[Stored entries]
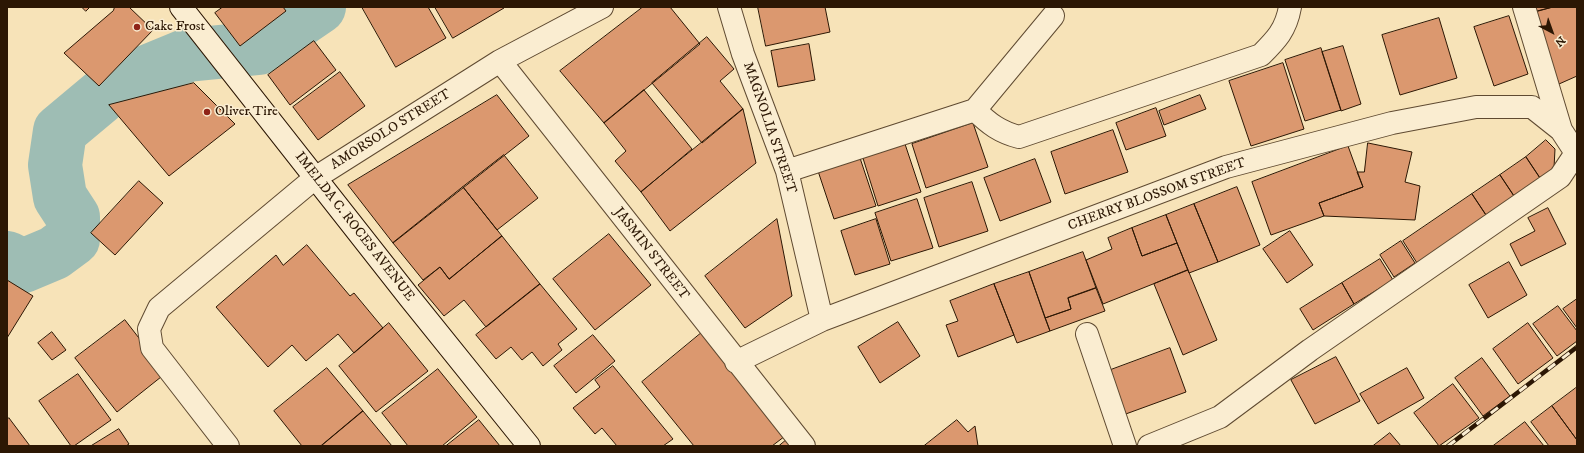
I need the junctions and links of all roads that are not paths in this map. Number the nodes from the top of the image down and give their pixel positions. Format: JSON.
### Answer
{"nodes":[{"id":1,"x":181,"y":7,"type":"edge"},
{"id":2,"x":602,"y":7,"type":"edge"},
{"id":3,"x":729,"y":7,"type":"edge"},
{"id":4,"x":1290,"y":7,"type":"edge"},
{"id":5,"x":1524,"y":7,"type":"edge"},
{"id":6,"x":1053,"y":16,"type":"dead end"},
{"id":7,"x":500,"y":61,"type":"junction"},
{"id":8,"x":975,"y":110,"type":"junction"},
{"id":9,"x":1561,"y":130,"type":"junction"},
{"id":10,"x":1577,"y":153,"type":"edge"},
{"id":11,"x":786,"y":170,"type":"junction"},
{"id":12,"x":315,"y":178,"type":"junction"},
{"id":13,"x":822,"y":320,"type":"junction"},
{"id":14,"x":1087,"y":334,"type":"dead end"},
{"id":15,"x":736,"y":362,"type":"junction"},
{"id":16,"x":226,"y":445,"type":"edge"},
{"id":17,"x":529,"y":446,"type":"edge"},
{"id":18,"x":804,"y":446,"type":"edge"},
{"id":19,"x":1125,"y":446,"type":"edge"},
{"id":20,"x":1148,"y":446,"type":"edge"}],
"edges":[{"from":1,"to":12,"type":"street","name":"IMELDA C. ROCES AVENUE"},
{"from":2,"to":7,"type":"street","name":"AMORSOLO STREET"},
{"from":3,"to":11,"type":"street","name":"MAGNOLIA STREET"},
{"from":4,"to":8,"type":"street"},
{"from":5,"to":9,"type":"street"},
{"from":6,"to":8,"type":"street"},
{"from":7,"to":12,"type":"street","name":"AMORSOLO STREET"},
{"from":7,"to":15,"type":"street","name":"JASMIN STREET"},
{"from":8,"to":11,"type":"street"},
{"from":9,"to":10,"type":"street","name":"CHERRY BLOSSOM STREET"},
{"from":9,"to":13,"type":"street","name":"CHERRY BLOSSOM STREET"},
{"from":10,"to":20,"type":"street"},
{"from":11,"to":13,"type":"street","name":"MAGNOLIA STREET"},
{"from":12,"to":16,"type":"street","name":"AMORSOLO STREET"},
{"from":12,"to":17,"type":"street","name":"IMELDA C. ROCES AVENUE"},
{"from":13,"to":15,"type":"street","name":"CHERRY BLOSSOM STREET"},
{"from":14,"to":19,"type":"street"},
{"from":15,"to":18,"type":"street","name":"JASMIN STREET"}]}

§ **WHAT YOU ARE ASKED TO DO**
Could you retype all the entries exactly, skipping the pictures?

§ **OUTPUT BELOW**
I need the junctions and links of all roads that are not paths in this map. Number the nodes from the top of the image down and give their pixel positions. Format: JSON.
### Answer
{"nodes":[{"id":1,"x":181,"y":7,"type":"edge"},
{"id":2,"x":602,"y":7,"type":"edge"},
{"id":3,"x":729,"y":7,"type":"edge"},
{"id":4,"x":1290,"y":7,"type":"edge"},
{"id":5,"x":1524,"y":7,"type":"edge"},
{"id":6,"x":1053,"y":16,"type":"dead end"},
{"id":7,"x":500,"y":61,"type":"junction"},
{"id":8,"x":975,"y":110,"type":"junction"},
{"id":9,"x":1561,"y":130,"type":"junction"},
{"id":10,"x":1577,"y":153,"type":"edge"},
{"id":11,"x":786,"y":170,"type":"junction"},
{"id":12,"x":315,"y":178,"type":"junction"},
{"id":13,"x":822,"y":320,"type":"junction"},
{"id":14,"x":1087,"y":334,"type":"dead end"},
{"id":15,"x":736,"y":362,"type":"junction"},
{"id":16,"x":226,"y":445,"type":"edge"},
{"id":17,"x":529,"y":446,"type":"edge"},
{"id":18,"x":804,"y":446,"type":"edge"},
{"id":19,"x":1125,"y":446,"type":"edge"},
{"id":20,"x":1148,"y":446,"type":"edge"}],
"edges":[{"from":1,"to":12,"type":"street","name":"IMELDA C. ROCES AVENUE"},
{"from":2,"to":7,"type":"street","name":"AMORSOLO STREET"},
{"from":3,"to":11,"type":"street","name":"MAGNOLIA STREET"},
{"from":4,"to":8,"type":"street"},
{"from":5,"to":9,"type":"street"},
{"from":6,"to":8,"type":"street"},
{"from":7,"to":12,"type":"street","name":"AMORSOLO STREET"},
{"from":7,"to":15,"type":"street","name":"JASMIN STREET"},
{"from":8,"to":11,"type":"street"},
{"from":9,"to":10,"type":"street","name":"CHERRY BLOSSOM STREET"},
{"from":9,"to":13,"type":"street","name":"CHERRY BLOSSOM STREET"},
{"from":10,"to":20,"type":"street"},
{"from":11,"to":13,"type":"street","name":"MAGNOLIA STREET"},
{"from":12,"to":16,"type":"street","name":"AMORSOLO STREET"},
{"from":12,"to":17,"type":"street","name":"IMELDA C. ROCES AVENUE"},
{"from":13,"to":15,"type":"street","name":"CHERRY BLOSSOM STREET"},
{"from":14,"to":19,"type":"street"},
{"from":15,"to":18,"type":"street","name":"JASMIN STREET"}]}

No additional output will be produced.